_DIRECTIONS_. Your output must match the records below character for character.

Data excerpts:
********************
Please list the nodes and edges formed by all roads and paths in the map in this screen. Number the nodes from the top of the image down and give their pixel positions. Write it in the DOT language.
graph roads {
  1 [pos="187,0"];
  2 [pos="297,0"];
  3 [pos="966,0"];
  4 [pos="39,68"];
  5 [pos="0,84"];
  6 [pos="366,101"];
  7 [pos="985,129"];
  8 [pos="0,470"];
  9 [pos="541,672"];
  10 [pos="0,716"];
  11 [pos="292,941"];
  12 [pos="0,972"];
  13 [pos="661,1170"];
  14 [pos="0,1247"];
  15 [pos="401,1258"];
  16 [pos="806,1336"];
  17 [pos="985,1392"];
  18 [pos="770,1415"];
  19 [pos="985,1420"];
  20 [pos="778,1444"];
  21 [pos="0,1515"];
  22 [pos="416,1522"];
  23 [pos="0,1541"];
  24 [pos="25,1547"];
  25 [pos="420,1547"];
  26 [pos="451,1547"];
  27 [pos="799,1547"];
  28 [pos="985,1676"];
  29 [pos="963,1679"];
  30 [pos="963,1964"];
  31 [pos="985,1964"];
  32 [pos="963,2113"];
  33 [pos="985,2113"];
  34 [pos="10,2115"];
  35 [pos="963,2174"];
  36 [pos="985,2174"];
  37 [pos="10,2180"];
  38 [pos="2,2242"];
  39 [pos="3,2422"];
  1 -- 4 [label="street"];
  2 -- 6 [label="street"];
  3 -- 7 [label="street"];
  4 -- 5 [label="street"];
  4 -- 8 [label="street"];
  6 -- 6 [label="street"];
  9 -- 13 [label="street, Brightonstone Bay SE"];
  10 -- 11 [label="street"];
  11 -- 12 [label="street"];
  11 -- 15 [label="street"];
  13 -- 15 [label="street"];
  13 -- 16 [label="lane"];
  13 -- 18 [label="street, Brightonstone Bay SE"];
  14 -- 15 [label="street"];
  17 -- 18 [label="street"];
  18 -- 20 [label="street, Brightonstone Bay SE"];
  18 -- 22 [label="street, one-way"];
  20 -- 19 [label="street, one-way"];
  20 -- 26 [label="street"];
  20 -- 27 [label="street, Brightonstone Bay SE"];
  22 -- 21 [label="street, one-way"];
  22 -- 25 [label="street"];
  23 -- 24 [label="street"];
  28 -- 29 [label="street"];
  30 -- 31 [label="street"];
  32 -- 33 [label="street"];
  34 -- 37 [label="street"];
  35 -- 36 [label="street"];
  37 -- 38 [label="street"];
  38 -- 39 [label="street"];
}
********************
_TASK SOLUTION_.
Please list the nodes and edges formed by all roads and paths in the map in this screen. Number the nodes from the top of the image down and give their pixel positions. Write it in the DOT language.
graph roads {
  1 [pos="187,0"];
  2 [pos="297,0"];
  3 [pos="966,0"];
  4 [pos="39,68"];
  5 [pos="0,84"];
  6 [pos="366,101"];
  7 [pos="985,129"];
  8 [pos="0,470"];
  9 [pos="541,672"];
  10 [pos="0,716"];
  11 [pos="292,941"];
  12 [pos="0,972"];
  13 [pos="661,1170"];
  14 [pos="0,1247"];
  15 [pos="401,1258"];
  16 [pos="806,1336"];
  17 [pos="985,1392"];
  18 [pos="770,1415"];
  19 [pos="985,1420"];
  20 [pos="778,1444"];
  21 [pos="0,1515"];
  22 [pos="416,1522"];
  23 [pos="0,1541"];
  24 [pos="25,1547"];
  25 [pos="420,1547"];
  26 [pos="451,1547"];
  27 [pos="799,1547"];
  28 [pos="985,1676"];
  29 [pos="963,1679"];
  30 [pos="963,1964"];
  31 [pos="985,1964"];
  32 [pos="963,2113"];
  33 [pos="985,2113"];
  34 [pos="10,2115"];
  35 [pos="963,2174"];
  36 [pos="985,2174"];
  37 [pos="10,2180"];
  38 [pos="2,2242"];
  39 [pos="3,2422"];
  1 -- 4 [label="street"];
  2 -- 6 [label="street"];
  3 -- 7 [label="street"];
  4 -- 5 [label="street"];
  4 -- 8 [label="street"];
  6 -- 6 [label="street"];
  9 -- 13 [label="street, Brightonstone Bay SE"];
  10 -- 11 [label="street"];
  11 -- 12 [label="street"];
  11 -- 15 [label="street"];
  13 -- 15 [label="street"];
  13 -- 16 [label="lane"];
  13 -- 18 [label="street, Brightonstone Bay SE"];
  14 -- 15 [label="street"];
  17 -- 18 [label="street"];
  18 -- 20 [label="street, Brightonstone Bay SE"];
  18 -- 22 [label="street, one-way"];
  20 -- 19 [label="street, one-way"];
  20 -- 26 [label="street"];
  20 -- 27 [label="street, Brightonstone Bay SE"];
  22 -- 21 [label="street, one-way"];
  22 -- 25 [label="street"];
  23 -- 24 [label="street"];
  28 -- 29 [label="street"];
  30 -- 31 [label="street"];
  32 -- 33 [label="street"];
  34 -- 37 [label="street"];
  35 -- 36 [label="street"];
  37 -- 38 [label="street"];
  38 -- 39 [label="street"];
}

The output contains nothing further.